§ **BRIEF**: When you restate the records, do so word for word and omit any picture they contain.

(Images with pose keypoints)
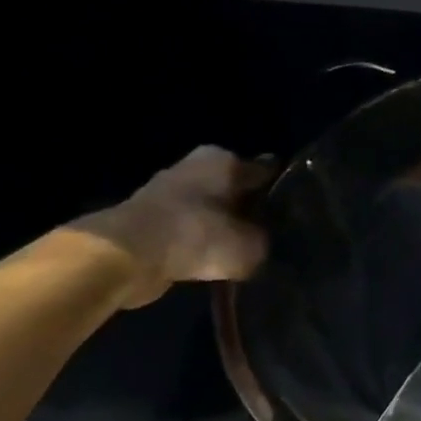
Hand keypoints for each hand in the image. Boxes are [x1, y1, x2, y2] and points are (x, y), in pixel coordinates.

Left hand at [76, 147, 275, 307]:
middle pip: (236, 188)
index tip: (296, 210)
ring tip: (245, 250)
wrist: (124, 257)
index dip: (283, 190)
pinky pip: (189, 229)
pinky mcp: (149, 219)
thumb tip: (263, 245)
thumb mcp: (249, 246)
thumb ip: (264, 243)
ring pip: (212, 208)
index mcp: (224, 159)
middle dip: (251, 208)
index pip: (267, 171)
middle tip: (273, 233)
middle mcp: (196, 166)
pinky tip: (214, 261)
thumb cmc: (196, 236)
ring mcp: (169, 191)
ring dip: (223, 226)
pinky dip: (199, 242)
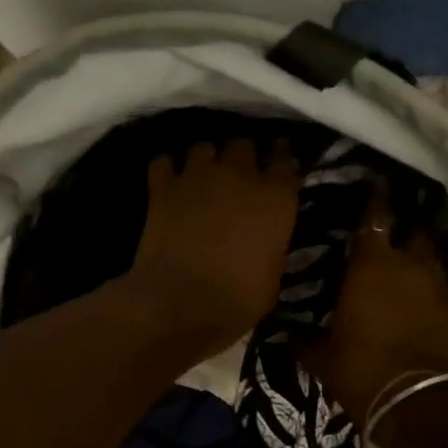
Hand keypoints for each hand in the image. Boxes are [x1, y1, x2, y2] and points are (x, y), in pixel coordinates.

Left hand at [126, 138, 300, 353]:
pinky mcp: (162, 187)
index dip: (280, 160)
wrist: (179, 303)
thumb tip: (266, 238)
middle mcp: (239, 176)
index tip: (276, 168)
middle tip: (238, 175)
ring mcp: (198, 176)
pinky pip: (163, 162)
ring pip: (204, 147)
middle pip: (243, 144)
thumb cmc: (237, 300)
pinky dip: (167, 170)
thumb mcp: (273, 276)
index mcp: (275, 198)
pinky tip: (169, 183)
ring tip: (203, 176)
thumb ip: (272, 244)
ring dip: (206, 160)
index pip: (284, 160)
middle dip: (241, 156)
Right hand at [301, 188, 447, 425]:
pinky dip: (426, 286)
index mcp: (372, 265)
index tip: (373, 186)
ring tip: (402, 262)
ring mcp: (436, 287)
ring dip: (417, 257)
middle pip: (412, 231)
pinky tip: (413, 296)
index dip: (375, 201)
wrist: (416, 403)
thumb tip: (285, 334)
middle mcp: (408, 266)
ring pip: (429, 258)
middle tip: (388, 229)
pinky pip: (437, 286)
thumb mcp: (321, 356)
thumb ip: (302, 339)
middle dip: (403, 227)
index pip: (375, 218)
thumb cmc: (361, 368)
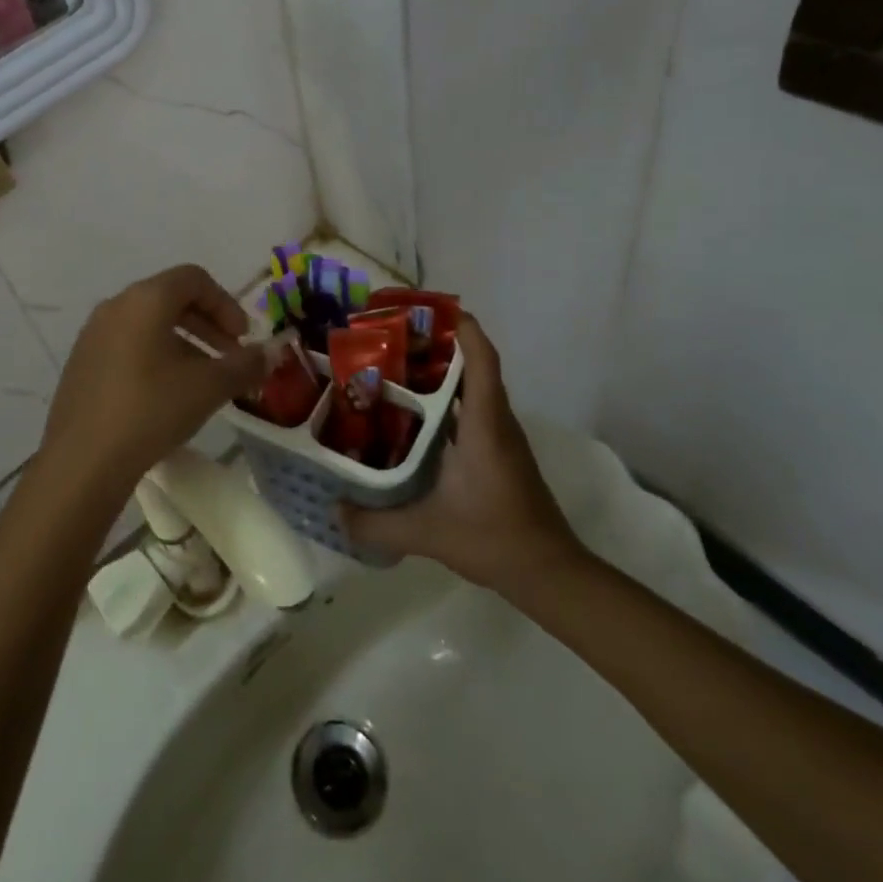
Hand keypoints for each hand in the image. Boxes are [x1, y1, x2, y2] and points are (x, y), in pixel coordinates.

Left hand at [39, 265, 271, 492]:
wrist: (82, 461)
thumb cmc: (150, 410)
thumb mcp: (208, 388)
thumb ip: (244, 365)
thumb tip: (270, 354)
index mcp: (145, 299)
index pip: (194, 279)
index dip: (226, 304)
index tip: (243, 339)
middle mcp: (115, 306)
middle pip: (170, 298)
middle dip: (208, 324)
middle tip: (230, 357)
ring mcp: (93, 334)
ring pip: (148, 324)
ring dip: (184, 343)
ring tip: (203, 381)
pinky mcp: (82, 362)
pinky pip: (128, 344)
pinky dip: (155, 356)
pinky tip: (166, 395)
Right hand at [342, 315, 586, 599]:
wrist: (549, 573)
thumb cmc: (494, 538)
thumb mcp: (427, 532)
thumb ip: (376, 523)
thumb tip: (332, 510)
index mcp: (483, 425)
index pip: (481, 359)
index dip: (461, 327)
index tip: (426, 308)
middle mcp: (495, 421)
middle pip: (472, 365)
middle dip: (436, 344)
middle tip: (390, 338)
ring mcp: (499, 438)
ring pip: (471, 387)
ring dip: (440, 371)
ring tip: (393, 368)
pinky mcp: (498, 453)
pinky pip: (470, 410)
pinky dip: (445, 400)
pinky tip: (412, 416)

§ **ANSWER SPACE**:
Hand keypoints for each hand in the image. Boxes are [x1, y1, x2, y2] and points are (x, y), in pixel coordinates.

Left hand at [76, 147, 275, 307]:
middle pip: (236, 188)
index tip: (296, 210)
ring tip: (245, 250)
wrist: (124, 257)
index dip: (283, 190)
pinky pip: (189, 229)
pinky mcp: (149, 219)
thumb tip: (263, 245)
thumb mcp: (249, 246)
thumb ip: (264, 243)
ring pip: (212, 208)
index mcp: (224, 159)
middle dip: (251, 208)
index pip: (267, 171)
middle tip: (273, 233)
middle mcp: (196, 166)
pinky tip: (214, 261)
thumb cmc: (196, 236)
ring mcp: (169, 191)
ring dip: (223, 226)
pinky dip: (199, 242)
Hand keypoints for each hand in the image. Boxes are [x1, y1, x2, y2] and points are (x, y), in pixel coordinates.

Left hand at [126, 138, 300, 353]:
pinky mcp: (162, 187)
index dip: (280, 160)
wrist: (179, 303)
thumb tip: (266, 238)
middle mcp: (239, 176)
index tip: (276, 168)
middle tip: (238, 175)
ring mcp: (198, 176)
pinky pip: (163, 162)
ring pip: (204, 147)
middle pip: (243, 144)
thumb cmc: (237, 300)
pinky dip: (167, 170)
thumb mcp: (273, 276)
index mcp: (275, 198)
pinky tip: (169, 183)
ring tip: (203, 176)
thumb ip: (272, 244)
ring dip: (206, 160)
index pip: (284, 160)
middle dip: (241, 156)
Right hand at [301, 188, 447, 425]:
pinky dip: (426, 286)
index mcp: (372, 265)
index tip: (373, 186)
ring tip: (402, 262)
ring mcp: (436, 287)
ring dip: (417, 257)
middle pip: (412, 231)
pinky tip: (413, 296)
index dip: (375, 201)
wrist: (416, 403)
thumb tip: (285, 334)
middle mcp: (408, 266)
ring pip: (429, 258)
middle tip: (388, 229)
pinky pip: (437, 286)
thumb mcp: (321, 356)
thumb ip: (302, 339)
middle dip: (403, 227)
index pip: (375, 218)
thumb cmc: (361, 368)
Hand keypoints for each hand in the image. Boxes are [x1, y1, x2, y2] and points are (x, y), in pixel coordinates.

Left hand at [39, 265, 271, 492]:
wrist: (82, 461)
thumb cmc: (150, 410)
thumb mcp: (208, 388)
thumb ip: (244, 365)
thumb tip: (270, 354)
index mcp: (145, 299)
index pip: (194, 279)
index dip: (226, 304)
index tip: (243, 339)
middle mcp: (115, 306)
middle pip: (170, 298)
middle dip: (208, 324)
middle tip: (230, 357)
ring mcp: (93, 334)
ring pip: (148, 324)
ring dip: (184, 343)
ring tip: (203, 381)
pinky mcp: (82, 362)
pinky pip: (128, 344)
pinky dip: (155, 356)
pinky tip: (166, 395)
Right hand at [342, 315, 586, 599]:
wrist: (549, 573)
thumb cmc: (494, 538)
thumb mcp: (427, 532)
thumb ip: (376, 523)
thumb tip: (332, 510)
index mcp: (483, 425)
index pip: (481, 359)
index dip: (461, 327)
index tip: (426, 308)
middle mcp: (495, 421)
middle pip: (472, 365)
middle dip: (436, 344)
middle tip: (390, 338)
ring mcp: (499, 438)
ring pip: (471, 387)
ring dip: (440, 371)
ring tip: (393, 368)
pinky mcp: (498, 453)
pinky pip: (470, 410)
pinky dip: (445, 400)
pinky tip: (412, 416)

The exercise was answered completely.